In the column **'meal'**  there are five possible results:['BB' 'FB' 'HB' 'SC' 'Undifined']

The category **'undifined'** actually corresponds to **'sc'** (Self catering i.e. meal is not included),as definrd in the original article. Therefore, I'll replace it's value with **'sc'**.


In [None]:
#Replacing 'Undifined' meal with 'SC'

pk['meal'].replace(to_replace = 'undifined', value = 'SC', inplace = True)

In [None]:
#Rechecking unique values in meal column

pk['meal'].unique()

There is no more inconsistent data in Dataset.

## **Invalid Data**

Now, Verify there are any non-logical values in the dataset :

In [None]:
pk.describe()

At first glance, it seems that there are outliers in the dataset. For example, we can see that the column 'previous_cancellations' has a maximum value of 26 cancellations, which would imply that some customer made 26 cancellations, which is unlikely.

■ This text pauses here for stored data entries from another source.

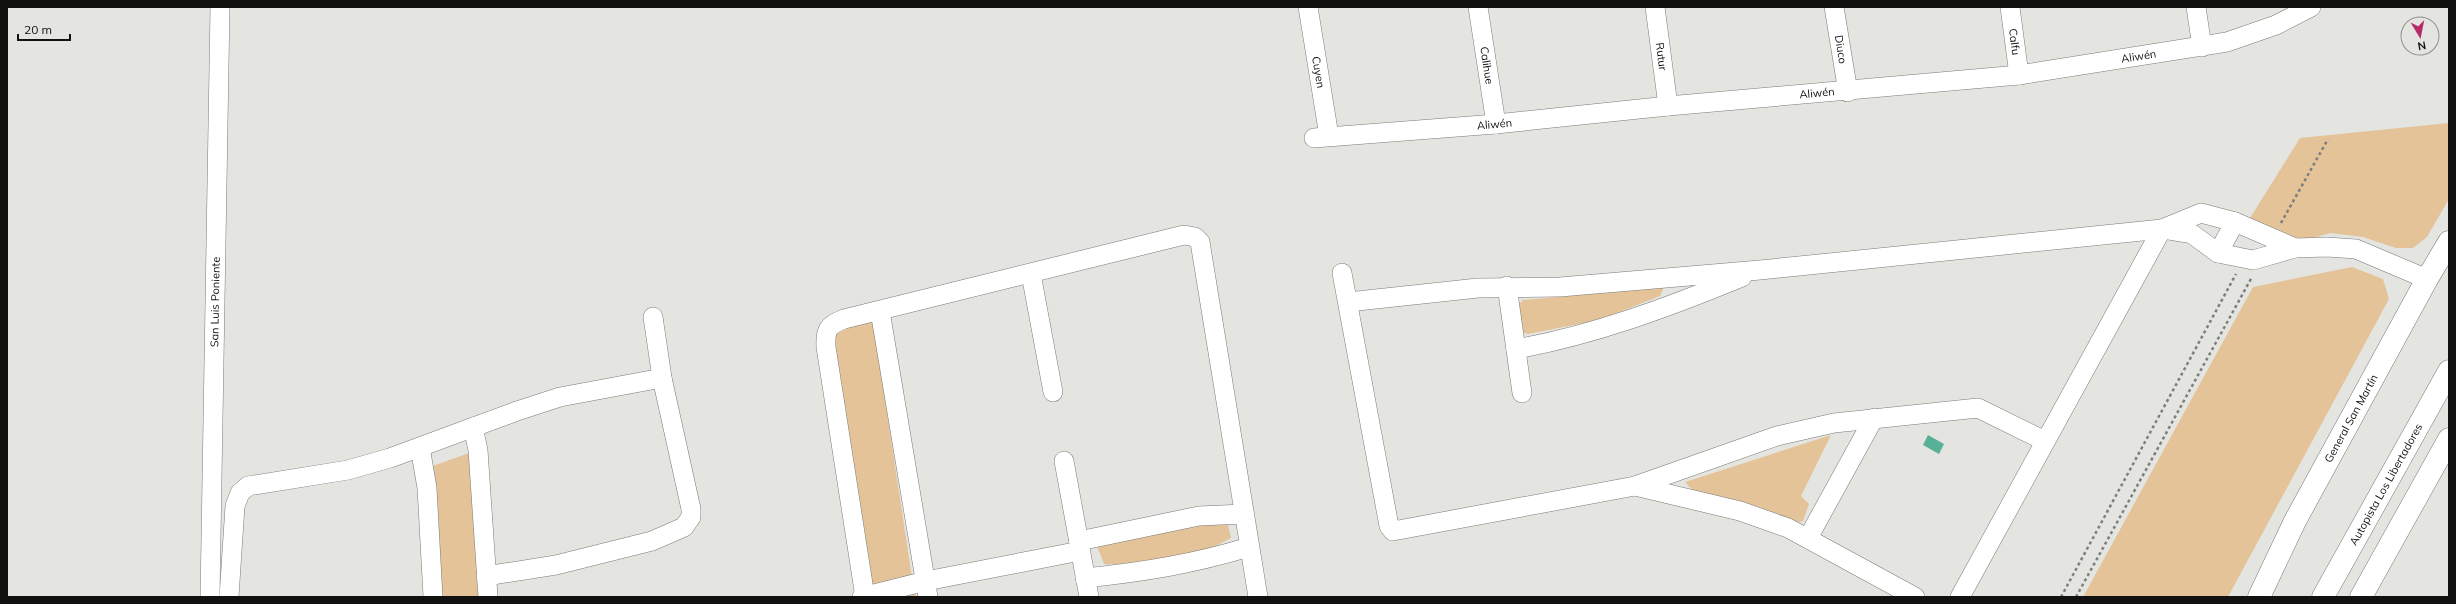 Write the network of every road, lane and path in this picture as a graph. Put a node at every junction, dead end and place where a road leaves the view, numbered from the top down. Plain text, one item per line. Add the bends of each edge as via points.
1 (220, 7) edge
2 (1308, 7) edge
3 (1478, 7) edge
4 (1655, 7) edge
5 (1834, 7) edge
6 (2010, 7) edge
7 (2196, 7) edge
8 (2311, 7) edge
9 (2202, 46) junction
10 (2018, 75) junction
11 (1848, 92) junction
12 (1668, 106) junction
13 (1496, 124) junction
14 (1321, 137) joint
15 (2328, 139) dead end
16 (2235, 222) junction
17 (2162, 229) junction
18 (2272, 238) junction
19 (2449, 242) edge
20 (2295, 248) junction
21 (2218, 253) junction
22 (2253, 258) junction
23 (1760, 270) junction
24 (1342, 273) dead end
25 (1031, 274) junction
26 (2427, 279) junction
27 (1506, 286) junction
28 (1348, 302) junction
29 (880, 311) junction
30 (653, 317) dead end
31 (1516, 349) junction
32 (2449, 371) edge
33 (662, 378) junction
34 (1053, 392) dead end
35 (1522, 393) dead end
36 (1874, 418) junction
37 (473, 427) junction
38 (2449, 439) edge
39 (2045, 441) junction
40 (420, 447) junction
41 (1064, 461) dead end
42 (1635, 486) junction
43 (1244, 514) junction
44 (1808, 538) junction
45 (1080, 546) junction
46 (1249, 547) junction
47 (486, 576) junction
48 (1085, 578) junction
49 (927, 589) edge
50 (210, 597) edge
51 (229, 597) edge
52 (432, 597) edge
53 (488, 597) edge
54 (864, 597) edge
55 (1089, 597) edge
56 (1258, 597) edge
57 (1915, 597) edge
58 (1960, 597) edge
59 (2061, 597) edge
60 (2076, 597) edge
61 (2259, 597) edge
62 (2323, 597) edge
63 (2361, 597) edge

1 - 50 street, San Luis Poniente
2 - 14 street, Cuyen
3 - 13 street, Calihue
4 - 12 street, Rutur
5 - 11 street, Diuco
6 - 10 street, Calfu
7 - 9 street
8 - 9 street, Aliwén via 2252,35
9 - 10 street, Aliwén
10 - 11 street, Aliwén
11 - 12 street, Aliwén
12 - 13 street, Aliwén
13 - 14 street, Aliwén
15 - 18 path
16 - 17 street via 2201,213
16 - 18 street
16 - 21 street
17 - 21 street via 2192,234
17 - 23 street
17 - 39 street
18 - 20 street
19 - 26 main road, General San Martín
20 - 22 street
20 - 26 street via 2356,249
21 - 22 street
22 - 59 path
22 - 60 path
23 - 27 street via 1560,287
23 - 31 street via 1624,322 1556,342
24 - 28 street
25 - 29 street
25 - 34 street
25 - 43 street via 1167,238 1195,237 1200,242
26 - 61 main road, General San Martín via 2296,521
27 - 28 street
27 - 31 street
28 - 42 street via 1391,530
29 - 49 street
29 - 54 street via 832,323 827,328 826,335
30 - 33 street
31 - 35 street
32 - 62 main road, Autopista Los Libertadores
33 - 37 street via 560,397
33 - 47 street via 691,509 691,517 684,527 652,541 612,552 527,571
36 - 39 street via 1978,408
36 - 42 street via 1816,426 1776,436
36 - 44 street
37 - 40 street
37 - 47 street via 478,450
38 - 63 main road
39 - 58 street
40 - 51 street via 348,470 260,483 243,489 235,506
40 - 52 street via 427,488
41 - 45 street
42 - 44 street via 1740,511
43 - 45 street via 1199,516
43 - 46 street
44 - 57 street
45 - 48 street
45 - 49 street
46 - 48 street via 1148,572
46 - 56 street
47 - 53 street
48 - 55 street
49 - 54 street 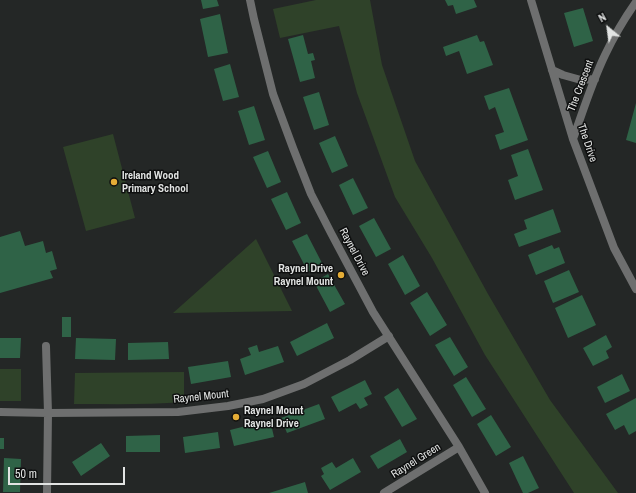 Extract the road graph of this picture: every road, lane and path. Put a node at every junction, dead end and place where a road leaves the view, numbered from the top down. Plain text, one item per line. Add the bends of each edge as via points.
1 (250, 0) edge
2 (531, 0) edge
3 (636, 2) edge
4 (552, 70) junction
5 (595, 79) junction
6 (573, 139) junction
7 (636, 288) edge
8 (389, 336) junction
9 (46, 346) dead end
10 (0, 412) edge
11 (48, 413) junction
12 (459, 447) junction
13 (47, 493) edge
14 (384, 493) edge
15 (486, 493) edge

1 - 8 street, Raynel Drive via 273,94 311,194 373,312
2 - 4 street, The Drive
3 - 5 street, The Crescent via 604,56
4 - 5 street via 581,80
4 - 6 street, The Drive
5 - 6 street, The Crescent
6 - 7 street, The Drive via 614,248
8 - 11 street, Raynel Mount via 304,384 264,399 178,412
8 - 12 street, Raynel Drive
9 - 11 street
10 - 11 street, Raynel Mount
11 - 13 street
12 - 14 street, Raynel Green
12 - 15 street, Raynel Drive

On the other hand, the column 'adults' has a maximum of 55 and a minimum of 0 people. The minimum is especially interesting because it would assume that there are hotel reservations for 0 adults, which is not possible since there must be a minimum of 1 adult per reservation (obviously children cannot book hotel rooms). Therefore, I will eliminate rows where the number of adults equals 0.

In [None]:
#Dropping rows with 0 adults :

pk.drop(pk[pk['adults']== 0].index,inplace = True)

In [None]:
#Verification of dropping rows with 0 adults :

len(pk[pk['adults']==0])

Rows where 'adults' was equal to 0 have been eliminated. I'll now check the outliers.